▸ PROBLEM DESCRIPTION: Find how many lines in the material below contain the word "Armaganuša" and give only that number.

▸ INPUT RECORDS:

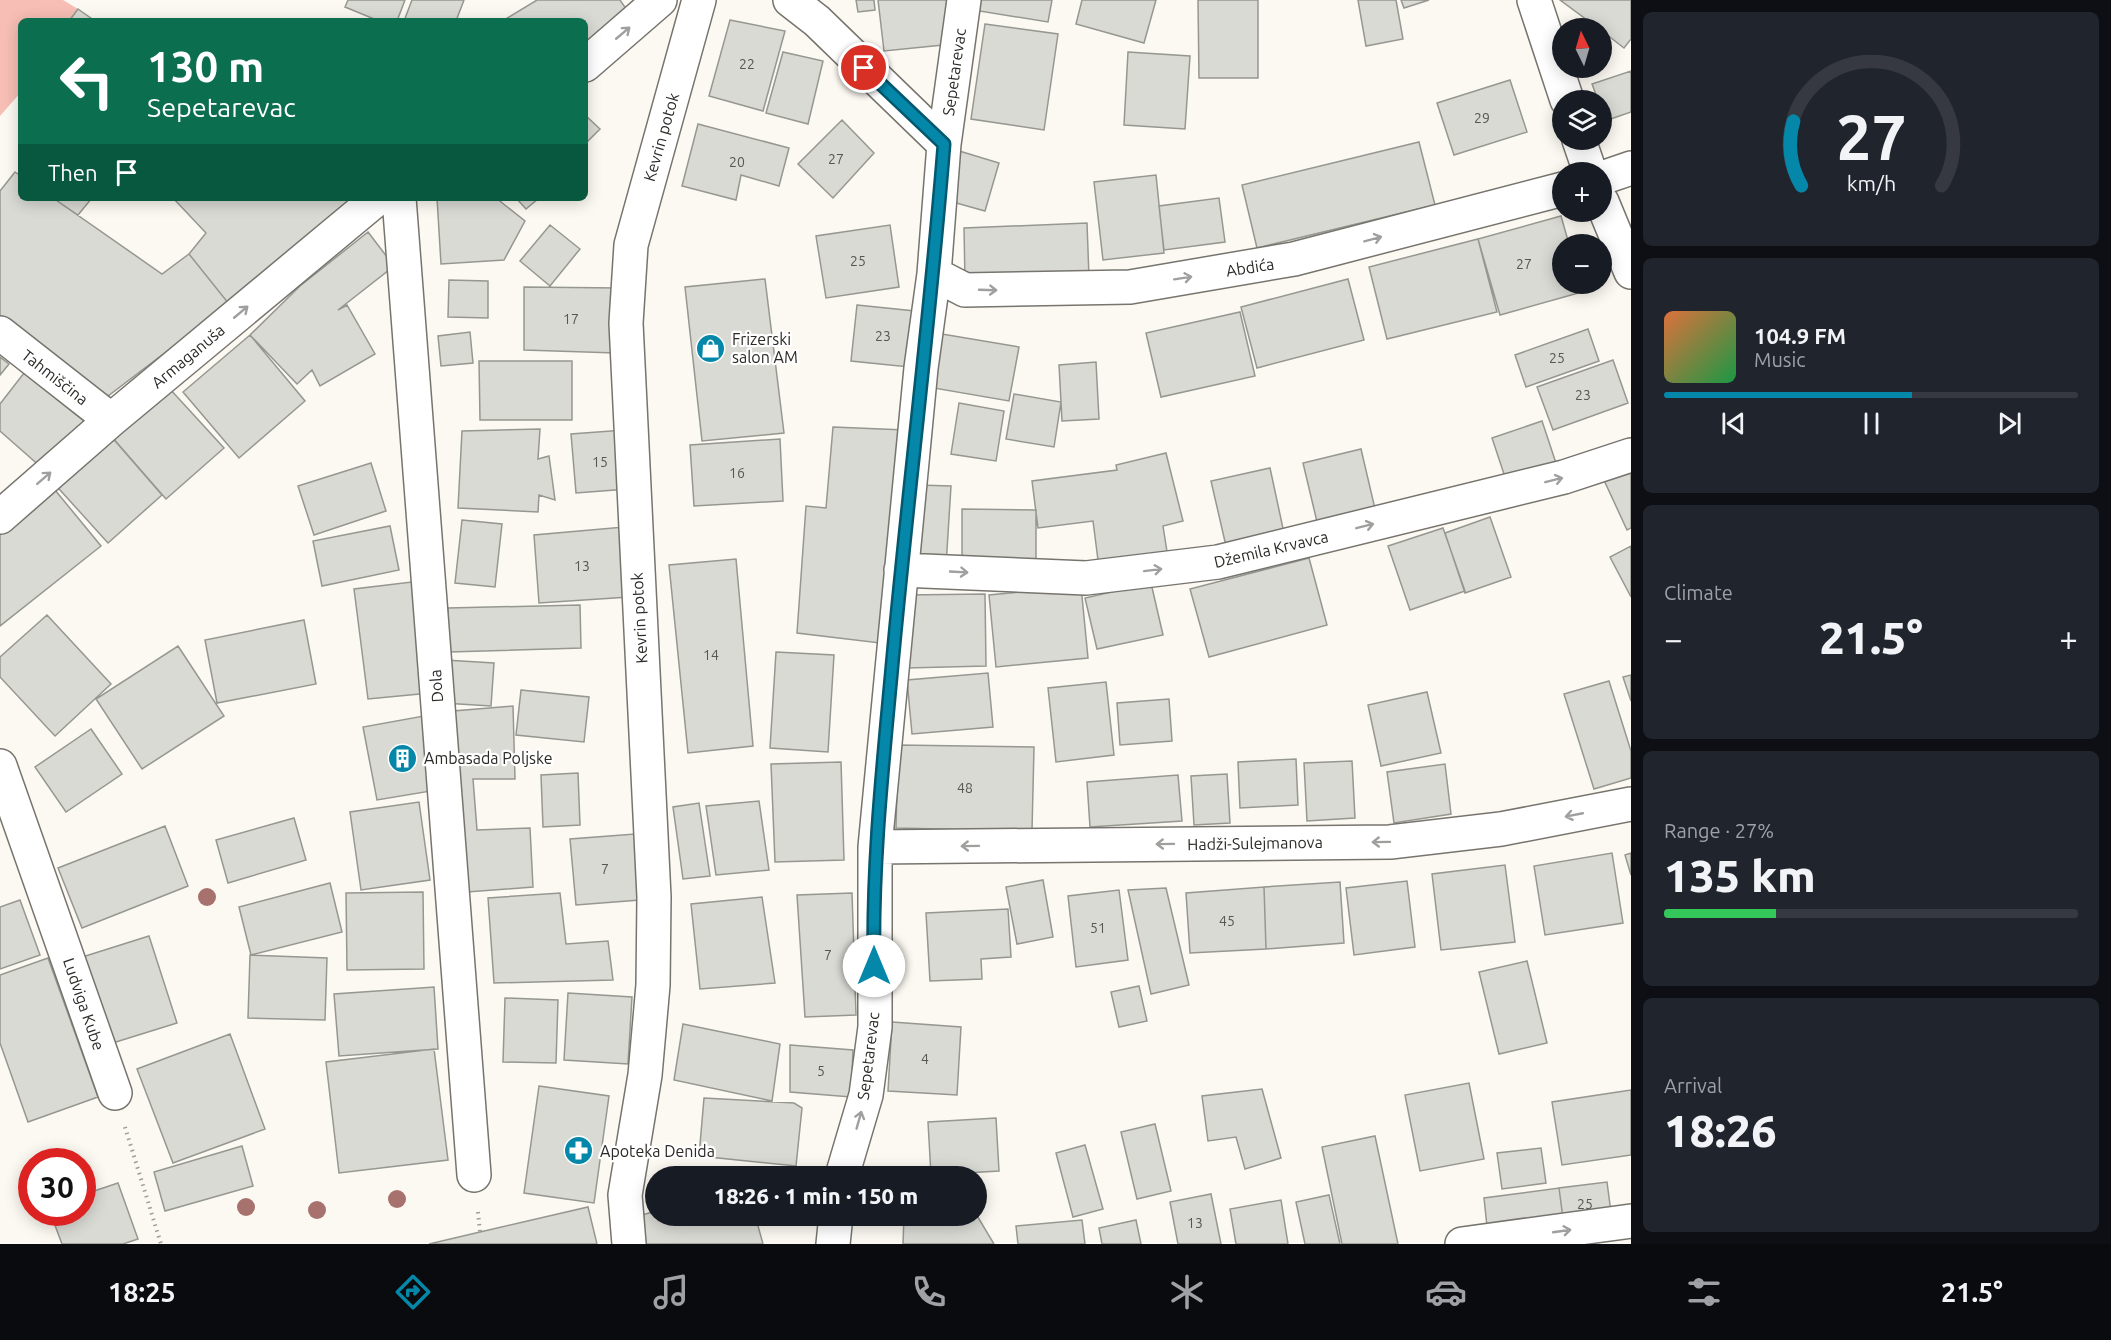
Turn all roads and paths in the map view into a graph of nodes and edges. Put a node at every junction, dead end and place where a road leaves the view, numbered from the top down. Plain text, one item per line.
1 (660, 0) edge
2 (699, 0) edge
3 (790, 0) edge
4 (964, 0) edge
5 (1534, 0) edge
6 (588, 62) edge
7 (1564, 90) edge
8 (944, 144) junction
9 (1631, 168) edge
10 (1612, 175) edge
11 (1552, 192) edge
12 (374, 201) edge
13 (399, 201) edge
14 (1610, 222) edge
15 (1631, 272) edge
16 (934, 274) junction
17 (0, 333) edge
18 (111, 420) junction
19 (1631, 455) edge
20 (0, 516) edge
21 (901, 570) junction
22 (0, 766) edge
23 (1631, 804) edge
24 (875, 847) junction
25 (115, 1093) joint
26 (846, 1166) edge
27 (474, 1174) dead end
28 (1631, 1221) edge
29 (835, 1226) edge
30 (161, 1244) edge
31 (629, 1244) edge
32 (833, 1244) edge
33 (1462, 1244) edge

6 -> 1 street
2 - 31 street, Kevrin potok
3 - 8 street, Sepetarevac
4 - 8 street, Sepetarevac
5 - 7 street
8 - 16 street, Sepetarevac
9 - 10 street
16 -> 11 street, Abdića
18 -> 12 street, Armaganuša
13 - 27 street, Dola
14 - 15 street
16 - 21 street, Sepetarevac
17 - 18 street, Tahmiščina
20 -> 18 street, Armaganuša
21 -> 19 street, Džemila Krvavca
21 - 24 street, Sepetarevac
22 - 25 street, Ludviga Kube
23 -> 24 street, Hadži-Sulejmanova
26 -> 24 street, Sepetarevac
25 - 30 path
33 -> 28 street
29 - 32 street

▸ SOLUTION: 2